I would not use such strong terms myself (but that's, in part, because I have some pretty strong hangups about the morality of controlling another's mind.)

But I would certainly agree that it is about capturing and landscaping a portion of the plane of meaning.
 

I think there is a fantasy trope where at some point a wizard has to exceed in innate power a fighter. A man with a sword can only go so far and if you bring magic down to that level you make magic boring and if you bring martial prowess up to magical levels you make it wuxia. So as a goal, I don't consider it a good one for games I'd like to actually play.
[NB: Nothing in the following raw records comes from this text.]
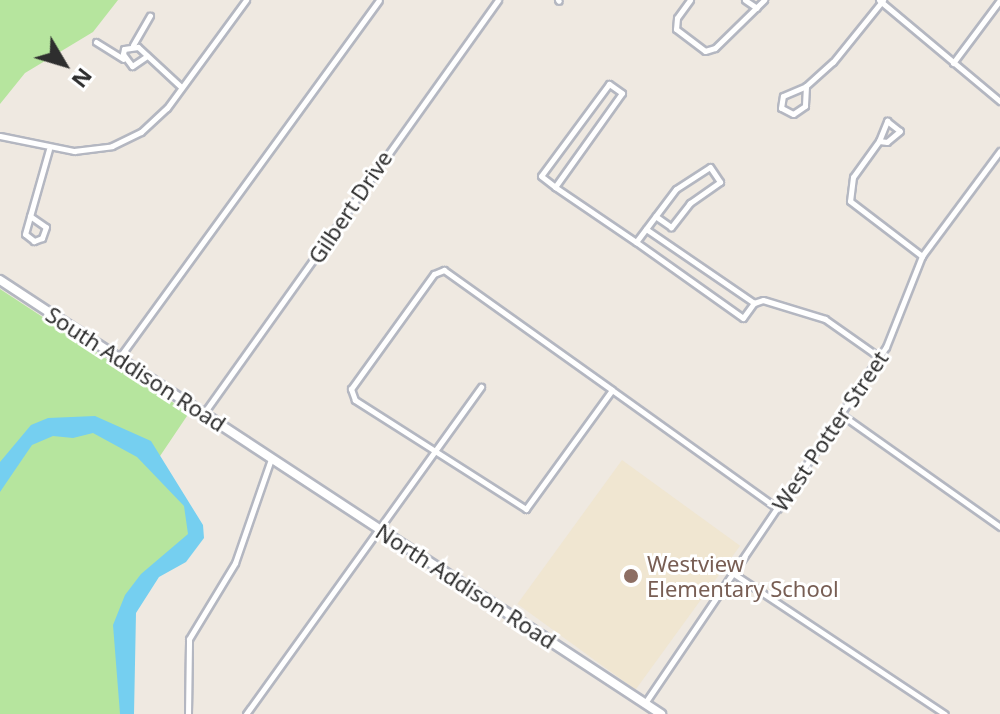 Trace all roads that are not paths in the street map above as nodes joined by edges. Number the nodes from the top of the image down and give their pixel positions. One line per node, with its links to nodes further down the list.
1 (246, 0): 17 (street)
2 (379, 0): 32 (street)
3 (498, 0): 35 (street, Gilbert Drive)
4 (690, 0): 9 (street)
5 (745, 0): 9 (street)
6 (764, 0): 9 (street)
7 (1000, 0): 15 (street)
8 (881, 1): 15 (street); 16 (street)
9 (757, 8)
10 (150, 16): 12 (street)
11 (96, 42): 14 (street)
12 (133, 45): 13 (street); 14 (street)
13 (147, 56): 14 (street); 17 (street)
14 (124, 59)
15 (953, 63): 18 (street)
16 (806, 86): 16 (street)
17 (181, 87): 21 (street)
18 (1000, 101)
19 (0, 136): 21 (street)
20 (879, 141): 20 (street); 28 (street)
21 (49, 149): 24 (street)
22 (1000, 151): 28 (street, West Potter Street)
23 (555, 187): 23 (street); 27 (street)
24 (30, 216): 24 (street)
25 (655, 216): 25 (street); 26 (street)
26 (646, 229): 27 (street); 30 (street)
27 (636, 242): 30 (street)
28 (922, 256): 31 (street, West Potter Street)
29 (0, 280): 32 (street, South Addison Road)
30 (754, 303): 31 (street)
31 (879, 357): 36 (street, West Potter Street)
32 (119, 358): 35 (street, South Addison Road)
33 (481, 387): 37 (street)
34 (612, 390): 37 (street); 37 (street); 39 (street)
35 (203, 413): 38 (street, South Addison Road)
36 (842, 415): 39 (street, West Potter Street); 40 (street)
37 (436, 453): 41 (street)
38 (271, 458): 41 (street, North Addison Road); 44 (street)
39 (778, 509): 42 (street, West Potter Street)
40 (1000, 527)
41 (382, 530): 43 (street, North Addison Road); 45 (street)
42 (734, 574): 43 (street, West Potter Street); 47 (street)
43 (645, 703): 46 (street, North Addison Road)
44 (188, 714)
45 (246, 714)
46 (661, 714)
47 (945, 714)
Some of this imbalance is handled by magic items, domains, etc... but it's not an imbalance I even care about honestly.

Traditionally D&D has had fighters dominate powerful at low levels. They were about equal at mid-levels. They fell behind at the highest levels. But fighters have always been useful even at high levels. Some classes not so much but the fighter has always been a bulwark of any group and fun to play at any level. I would have made the thief a subclass of fighter in earlier editions. Their skill package is just a different one from the rangers.
That it is a trope does not mean we need to follow it. "X is a trope" simply means it's been done repeatedly. Tropes are tools; we should not use an oven to make a garden salad, no matter how prevalent and useful ovens are.

D&D, as a game, has proffered an experience of peers adventuring together. Not merely people who remain useful to you even when you become powerful, but genuinely comrades (if not necessarily friends) standing together on a heroic journey, whether that be Greco-Roman heroism or the modern (Christianized) heroism of selfless good-deed-doing.

If the game is giving us signal after signal that it is for peers adventuring together--that the party members are, in some sense, equal participants, and that the players are equal contributors--then it behooves the game to actually be designed to match that.

I think it is perfectly possible to design a game where martial characters are peers of magic-users. That does, I admit, require that we not allow magic-users to reach the same maximum height that magic-users can potentially reach in fiction, because "can potentially reach in fiction" would mean literally godly, not just godlike, power. I further admit that it requires that we take a relatively expansive attitude toward what is possible for the martial characters.

Neither of those things is unverisimilitudinous in its own right--except in the fact that magic is precisely as unreal as crazy martial derring-do. The spellcaster is necessarily a dweller in the fully supernatural. Nothing about verisimilitude, or setting consistency, or anything else, forbids us from putting martial characters in the transmundane, where they are not strictly supernatural, but are no longer limited in all the ways that the utterly mundane are.

And the warrior who resists supernatural forces with nothing but grit and skill and still triumphs? That, too, is a trope. Hell, Conan exemplifies it!
 

is there an issue with making martials wuxai or is that just a matter of personal taste and preference?

i think an issue arose with casters when they stopped getting designed to be half as squishy as they used to be, a caster used to be powerful, but they were also fragile as hell and their magic was easily interrupted, there was a trade off, but now they can take their lumps pretty well, sometimes better than the martials themselves! and still cast their magic too afterwards without a hitch.
Since many players don't want wuxia martials, ideally both ways of representation should be included.
 

is there an issue with making martials wuxai or is that just a matter of personal taste and preference?
For me it is taste and mechanics that dissociate. (e.g. plot coupons).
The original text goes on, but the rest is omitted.